Gloria (39) Strangulation

Darleen (37) Strangulation

Ann (38) Bludgeoning/Stabbing

Elnora (41) Stabbing

May (43) Stabbing.

The doodles were average. Nothing great. He was proud of the numbers, though. They were nicely rendered. Why would a nineteen-year-old boy want to “shake” 39.6 year old women? Because he could? Because they were vulnerable? Because they were surrogate mommy targets? Forcing Mom to give him head and then going to work with his hands or his sharpened icepick? I am twisted. So here's some steel, Lucile. NOW you can't see my perversions and abnormalities. My half-inch Vienna sausage of a cock. My twisted soul. Here's not looking at you, kid. Kiss THIS, Sis!

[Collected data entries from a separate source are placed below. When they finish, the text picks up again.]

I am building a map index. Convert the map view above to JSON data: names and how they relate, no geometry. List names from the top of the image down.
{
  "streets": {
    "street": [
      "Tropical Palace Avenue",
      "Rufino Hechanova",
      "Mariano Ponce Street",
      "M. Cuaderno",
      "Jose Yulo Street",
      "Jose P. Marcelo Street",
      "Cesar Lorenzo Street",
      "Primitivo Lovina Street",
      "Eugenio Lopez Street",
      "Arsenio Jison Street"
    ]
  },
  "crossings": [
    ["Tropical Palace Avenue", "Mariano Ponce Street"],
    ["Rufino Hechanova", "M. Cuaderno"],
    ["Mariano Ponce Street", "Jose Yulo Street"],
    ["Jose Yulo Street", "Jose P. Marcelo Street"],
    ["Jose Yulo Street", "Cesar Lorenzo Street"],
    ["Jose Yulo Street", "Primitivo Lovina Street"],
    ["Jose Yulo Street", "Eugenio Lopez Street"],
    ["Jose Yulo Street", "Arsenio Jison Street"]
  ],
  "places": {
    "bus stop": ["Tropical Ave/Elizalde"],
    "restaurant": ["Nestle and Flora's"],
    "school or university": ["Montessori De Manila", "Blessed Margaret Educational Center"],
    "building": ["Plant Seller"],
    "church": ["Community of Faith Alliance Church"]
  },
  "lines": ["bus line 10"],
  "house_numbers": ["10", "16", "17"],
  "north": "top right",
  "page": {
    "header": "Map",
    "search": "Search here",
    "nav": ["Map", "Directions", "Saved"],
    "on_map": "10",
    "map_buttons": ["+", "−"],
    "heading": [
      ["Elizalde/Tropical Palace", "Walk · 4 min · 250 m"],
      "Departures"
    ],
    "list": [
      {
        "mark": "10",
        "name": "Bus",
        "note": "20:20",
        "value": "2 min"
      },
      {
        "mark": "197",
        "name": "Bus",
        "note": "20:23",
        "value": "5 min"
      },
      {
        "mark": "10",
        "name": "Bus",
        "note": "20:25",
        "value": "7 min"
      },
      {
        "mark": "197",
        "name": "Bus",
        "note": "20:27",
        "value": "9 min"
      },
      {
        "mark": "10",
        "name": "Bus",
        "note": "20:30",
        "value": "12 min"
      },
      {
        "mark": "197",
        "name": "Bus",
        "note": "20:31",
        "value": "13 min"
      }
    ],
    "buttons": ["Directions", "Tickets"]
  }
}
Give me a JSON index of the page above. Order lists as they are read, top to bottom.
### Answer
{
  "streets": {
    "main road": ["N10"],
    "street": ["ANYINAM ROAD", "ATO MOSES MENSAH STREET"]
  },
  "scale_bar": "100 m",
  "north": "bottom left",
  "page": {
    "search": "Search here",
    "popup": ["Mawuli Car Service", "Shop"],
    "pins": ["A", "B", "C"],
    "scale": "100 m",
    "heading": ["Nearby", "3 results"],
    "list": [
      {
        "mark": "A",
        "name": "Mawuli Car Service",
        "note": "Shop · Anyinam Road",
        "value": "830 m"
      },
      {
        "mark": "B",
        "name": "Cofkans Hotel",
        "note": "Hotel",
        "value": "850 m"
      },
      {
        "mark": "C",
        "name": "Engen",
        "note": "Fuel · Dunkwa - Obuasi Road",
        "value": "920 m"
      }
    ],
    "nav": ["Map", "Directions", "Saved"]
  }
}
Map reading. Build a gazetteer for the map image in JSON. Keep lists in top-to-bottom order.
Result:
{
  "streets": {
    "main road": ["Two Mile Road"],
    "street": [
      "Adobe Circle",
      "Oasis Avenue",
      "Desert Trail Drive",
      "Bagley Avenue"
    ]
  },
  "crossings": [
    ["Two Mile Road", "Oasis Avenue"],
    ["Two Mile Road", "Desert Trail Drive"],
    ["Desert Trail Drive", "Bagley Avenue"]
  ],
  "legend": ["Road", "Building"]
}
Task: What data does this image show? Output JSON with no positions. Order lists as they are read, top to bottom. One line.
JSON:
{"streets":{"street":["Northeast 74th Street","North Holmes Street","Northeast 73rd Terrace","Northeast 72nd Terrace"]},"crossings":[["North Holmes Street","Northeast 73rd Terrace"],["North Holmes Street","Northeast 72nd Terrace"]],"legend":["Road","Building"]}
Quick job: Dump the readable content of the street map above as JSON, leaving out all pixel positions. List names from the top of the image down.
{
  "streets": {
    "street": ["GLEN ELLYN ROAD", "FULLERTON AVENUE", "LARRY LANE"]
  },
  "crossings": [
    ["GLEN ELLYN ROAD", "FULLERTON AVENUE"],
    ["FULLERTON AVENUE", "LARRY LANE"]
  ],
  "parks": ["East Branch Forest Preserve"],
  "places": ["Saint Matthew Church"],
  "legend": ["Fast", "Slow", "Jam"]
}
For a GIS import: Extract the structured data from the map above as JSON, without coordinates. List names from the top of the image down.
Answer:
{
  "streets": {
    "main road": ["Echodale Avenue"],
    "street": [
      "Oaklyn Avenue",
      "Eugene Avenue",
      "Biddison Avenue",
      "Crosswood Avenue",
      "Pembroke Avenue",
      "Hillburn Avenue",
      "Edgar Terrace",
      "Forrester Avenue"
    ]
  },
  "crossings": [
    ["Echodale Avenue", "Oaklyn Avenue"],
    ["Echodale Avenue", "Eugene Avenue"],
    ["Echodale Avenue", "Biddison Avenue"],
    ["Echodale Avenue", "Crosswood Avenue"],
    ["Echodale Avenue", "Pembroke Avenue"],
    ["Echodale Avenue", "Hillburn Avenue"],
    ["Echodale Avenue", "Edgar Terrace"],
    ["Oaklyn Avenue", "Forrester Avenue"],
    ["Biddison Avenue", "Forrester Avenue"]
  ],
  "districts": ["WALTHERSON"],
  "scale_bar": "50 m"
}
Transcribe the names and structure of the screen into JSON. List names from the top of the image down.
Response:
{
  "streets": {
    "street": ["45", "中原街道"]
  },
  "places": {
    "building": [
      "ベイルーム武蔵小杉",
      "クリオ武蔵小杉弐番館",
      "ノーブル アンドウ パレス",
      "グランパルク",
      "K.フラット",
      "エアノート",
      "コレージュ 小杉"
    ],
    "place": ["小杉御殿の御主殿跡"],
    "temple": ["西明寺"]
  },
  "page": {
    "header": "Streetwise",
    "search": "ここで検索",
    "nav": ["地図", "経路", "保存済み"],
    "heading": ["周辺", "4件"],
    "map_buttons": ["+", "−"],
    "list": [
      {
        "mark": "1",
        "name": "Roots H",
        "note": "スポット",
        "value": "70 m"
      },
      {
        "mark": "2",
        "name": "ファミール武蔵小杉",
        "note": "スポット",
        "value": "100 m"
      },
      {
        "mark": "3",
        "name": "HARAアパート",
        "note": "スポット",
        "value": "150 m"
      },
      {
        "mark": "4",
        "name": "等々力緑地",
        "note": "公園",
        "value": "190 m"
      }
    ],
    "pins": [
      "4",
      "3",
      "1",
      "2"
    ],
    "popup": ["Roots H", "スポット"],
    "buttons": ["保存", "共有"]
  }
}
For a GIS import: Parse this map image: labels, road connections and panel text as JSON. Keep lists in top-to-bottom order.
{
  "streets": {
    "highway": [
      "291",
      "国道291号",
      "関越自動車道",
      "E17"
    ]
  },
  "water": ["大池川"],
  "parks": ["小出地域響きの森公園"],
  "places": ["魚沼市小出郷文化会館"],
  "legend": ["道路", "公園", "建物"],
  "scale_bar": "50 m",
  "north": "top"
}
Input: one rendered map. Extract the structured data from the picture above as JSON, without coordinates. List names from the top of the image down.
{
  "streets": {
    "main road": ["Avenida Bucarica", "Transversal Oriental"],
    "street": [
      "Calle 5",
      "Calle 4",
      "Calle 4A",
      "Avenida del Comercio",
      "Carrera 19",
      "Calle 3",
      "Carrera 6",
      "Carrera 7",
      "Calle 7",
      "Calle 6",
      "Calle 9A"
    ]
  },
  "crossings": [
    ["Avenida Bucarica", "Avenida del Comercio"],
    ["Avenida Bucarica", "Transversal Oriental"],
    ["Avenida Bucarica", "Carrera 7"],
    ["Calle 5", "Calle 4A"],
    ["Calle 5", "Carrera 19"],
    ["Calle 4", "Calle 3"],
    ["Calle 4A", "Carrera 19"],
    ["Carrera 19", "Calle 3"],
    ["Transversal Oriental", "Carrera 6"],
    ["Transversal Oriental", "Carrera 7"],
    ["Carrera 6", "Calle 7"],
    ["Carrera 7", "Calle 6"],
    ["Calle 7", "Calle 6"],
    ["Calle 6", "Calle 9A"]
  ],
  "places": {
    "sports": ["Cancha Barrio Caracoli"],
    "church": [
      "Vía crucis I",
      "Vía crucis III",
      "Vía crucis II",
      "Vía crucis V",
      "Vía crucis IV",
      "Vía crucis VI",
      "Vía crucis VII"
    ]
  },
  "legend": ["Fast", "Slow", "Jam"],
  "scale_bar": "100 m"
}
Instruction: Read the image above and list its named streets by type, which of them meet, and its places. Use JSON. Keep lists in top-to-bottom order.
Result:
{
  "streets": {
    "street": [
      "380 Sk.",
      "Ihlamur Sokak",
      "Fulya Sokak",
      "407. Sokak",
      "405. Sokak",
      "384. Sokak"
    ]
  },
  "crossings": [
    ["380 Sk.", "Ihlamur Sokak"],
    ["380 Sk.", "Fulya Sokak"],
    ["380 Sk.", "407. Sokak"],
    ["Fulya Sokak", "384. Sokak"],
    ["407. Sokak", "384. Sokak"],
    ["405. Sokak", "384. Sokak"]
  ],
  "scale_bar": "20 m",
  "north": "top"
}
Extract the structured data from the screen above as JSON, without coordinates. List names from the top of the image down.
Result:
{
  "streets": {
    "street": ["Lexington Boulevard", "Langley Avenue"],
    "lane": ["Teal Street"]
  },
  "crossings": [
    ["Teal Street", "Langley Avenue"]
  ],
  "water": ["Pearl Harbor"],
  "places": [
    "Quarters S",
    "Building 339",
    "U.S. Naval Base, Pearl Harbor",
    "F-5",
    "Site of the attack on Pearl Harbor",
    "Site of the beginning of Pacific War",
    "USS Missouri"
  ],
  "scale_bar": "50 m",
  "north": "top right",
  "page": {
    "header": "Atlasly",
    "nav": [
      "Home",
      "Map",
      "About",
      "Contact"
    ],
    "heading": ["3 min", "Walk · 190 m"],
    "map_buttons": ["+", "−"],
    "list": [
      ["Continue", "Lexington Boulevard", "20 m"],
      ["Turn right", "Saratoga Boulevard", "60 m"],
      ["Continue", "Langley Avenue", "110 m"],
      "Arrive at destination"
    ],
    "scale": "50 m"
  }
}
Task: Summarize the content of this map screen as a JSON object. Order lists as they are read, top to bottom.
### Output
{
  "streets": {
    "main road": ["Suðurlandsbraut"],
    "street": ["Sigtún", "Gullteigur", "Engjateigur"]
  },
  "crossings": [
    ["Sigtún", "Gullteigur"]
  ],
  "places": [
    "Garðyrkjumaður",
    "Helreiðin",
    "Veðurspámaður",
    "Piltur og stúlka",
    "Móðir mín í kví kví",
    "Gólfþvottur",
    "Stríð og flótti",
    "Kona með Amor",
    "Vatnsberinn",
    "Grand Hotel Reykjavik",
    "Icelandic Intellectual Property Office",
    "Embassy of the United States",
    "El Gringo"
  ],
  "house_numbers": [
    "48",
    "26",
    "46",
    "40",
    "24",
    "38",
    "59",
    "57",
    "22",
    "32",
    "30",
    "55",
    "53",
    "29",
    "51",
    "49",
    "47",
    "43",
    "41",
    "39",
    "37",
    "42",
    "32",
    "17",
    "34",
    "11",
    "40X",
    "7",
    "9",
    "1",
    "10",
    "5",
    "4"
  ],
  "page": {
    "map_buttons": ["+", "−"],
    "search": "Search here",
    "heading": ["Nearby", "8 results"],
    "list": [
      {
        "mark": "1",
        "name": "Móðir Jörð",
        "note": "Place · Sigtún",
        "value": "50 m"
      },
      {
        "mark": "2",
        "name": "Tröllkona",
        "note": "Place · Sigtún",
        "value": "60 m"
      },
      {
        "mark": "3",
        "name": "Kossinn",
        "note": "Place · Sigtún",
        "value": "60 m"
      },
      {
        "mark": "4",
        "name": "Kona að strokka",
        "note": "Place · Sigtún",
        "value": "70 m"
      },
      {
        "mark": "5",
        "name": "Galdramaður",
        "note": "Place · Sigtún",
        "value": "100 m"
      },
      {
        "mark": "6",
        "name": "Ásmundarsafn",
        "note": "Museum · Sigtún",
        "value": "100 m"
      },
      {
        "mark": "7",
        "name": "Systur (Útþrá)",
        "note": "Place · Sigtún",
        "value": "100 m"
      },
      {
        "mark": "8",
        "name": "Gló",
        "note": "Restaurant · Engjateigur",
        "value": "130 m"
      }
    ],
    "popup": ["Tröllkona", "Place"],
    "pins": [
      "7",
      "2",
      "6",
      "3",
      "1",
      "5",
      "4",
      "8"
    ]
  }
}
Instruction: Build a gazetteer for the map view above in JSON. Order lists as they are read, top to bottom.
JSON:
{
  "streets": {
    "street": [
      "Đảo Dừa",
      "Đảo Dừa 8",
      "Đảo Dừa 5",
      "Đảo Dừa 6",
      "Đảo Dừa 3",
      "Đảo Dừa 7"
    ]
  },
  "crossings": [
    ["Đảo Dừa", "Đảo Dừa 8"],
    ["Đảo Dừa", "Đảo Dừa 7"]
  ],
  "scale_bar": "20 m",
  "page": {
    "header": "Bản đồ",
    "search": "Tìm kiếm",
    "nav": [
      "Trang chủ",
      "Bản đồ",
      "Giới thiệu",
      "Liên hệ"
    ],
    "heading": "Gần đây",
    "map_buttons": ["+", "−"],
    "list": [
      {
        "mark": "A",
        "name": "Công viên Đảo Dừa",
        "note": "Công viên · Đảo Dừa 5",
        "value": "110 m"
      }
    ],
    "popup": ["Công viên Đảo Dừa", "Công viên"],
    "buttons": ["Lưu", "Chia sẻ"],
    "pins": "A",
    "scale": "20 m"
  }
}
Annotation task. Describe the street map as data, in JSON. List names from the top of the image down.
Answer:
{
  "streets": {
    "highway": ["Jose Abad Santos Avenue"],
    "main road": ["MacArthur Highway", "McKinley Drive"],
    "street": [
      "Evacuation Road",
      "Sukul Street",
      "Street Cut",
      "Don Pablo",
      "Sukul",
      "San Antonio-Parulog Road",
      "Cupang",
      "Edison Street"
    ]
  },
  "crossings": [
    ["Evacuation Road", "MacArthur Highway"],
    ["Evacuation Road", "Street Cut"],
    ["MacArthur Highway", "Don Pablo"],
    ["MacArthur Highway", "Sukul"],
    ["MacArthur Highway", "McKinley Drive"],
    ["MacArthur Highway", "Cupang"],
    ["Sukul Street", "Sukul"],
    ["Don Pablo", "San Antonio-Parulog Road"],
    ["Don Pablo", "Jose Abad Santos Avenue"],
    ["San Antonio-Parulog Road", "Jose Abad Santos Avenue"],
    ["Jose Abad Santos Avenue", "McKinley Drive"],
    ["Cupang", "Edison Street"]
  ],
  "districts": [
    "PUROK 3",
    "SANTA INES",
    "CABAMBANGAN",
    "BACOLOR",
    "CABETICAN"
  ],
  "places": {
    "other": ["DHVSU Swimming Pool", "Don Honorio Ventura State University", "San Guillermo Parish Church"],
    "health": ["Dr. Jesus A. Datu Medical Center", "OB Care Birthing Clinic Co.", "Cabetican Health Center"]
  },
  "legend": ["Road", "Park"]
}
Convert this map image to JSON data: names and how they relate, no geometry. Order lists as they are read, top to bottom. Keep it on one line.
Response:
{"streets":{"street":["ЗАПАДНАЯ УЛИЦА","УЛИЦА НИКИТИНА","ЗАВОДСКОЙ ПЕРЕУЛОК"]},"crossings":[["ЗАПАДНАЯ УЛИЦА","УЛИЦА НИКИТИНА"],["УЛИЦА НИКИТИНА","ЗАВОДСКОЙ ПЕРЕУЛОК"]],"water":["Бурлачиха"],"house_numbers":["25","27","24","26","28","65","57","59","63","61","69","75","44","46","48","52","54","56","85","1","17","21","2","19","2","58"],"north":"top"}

It bored him so badly, this doodle, that he concentrated on the more accessible Homicide work at hand. And by the time he packed it in for his last overnight in Vegas, he knew exactly how the three-county-level special unit worked Homicide calls, suspicious deaths, and officer-related shootings. He knew that the officer, or pair, depending on the beat, calls in the “criminalistic” officers, the HDs and the ID techs. He learned how to write up an incident report, how to get hold of a path, the pathologist, the way photographs are made, the manner in which diagrams are drawn. The place the autopsy is performed. All sorts of useful stuff in case he ever decided to do any Homicide work.

You had to walk right through the casino to get to the elevators. What made him think it was planned that way? He put a ten-dollar bet on ODD and lost. Put a two-dollar bet on 39 and lost. Put two five-dollar chips on ODD and won. Put ten dollars on EVEN and won. He was eight dollars ahead, and he quit. There was a slot machine near the bank of elevators and he fed five dollars in while waiting for his elevator. Still, he was quitting three bucks ahead. Another Vegas winner.

The noise and the smoke and the lights and the sleaze factor were almost overpowering. He couldn't wait to have Las Vegas become a memory. One more piece of business in the morning and he was gone.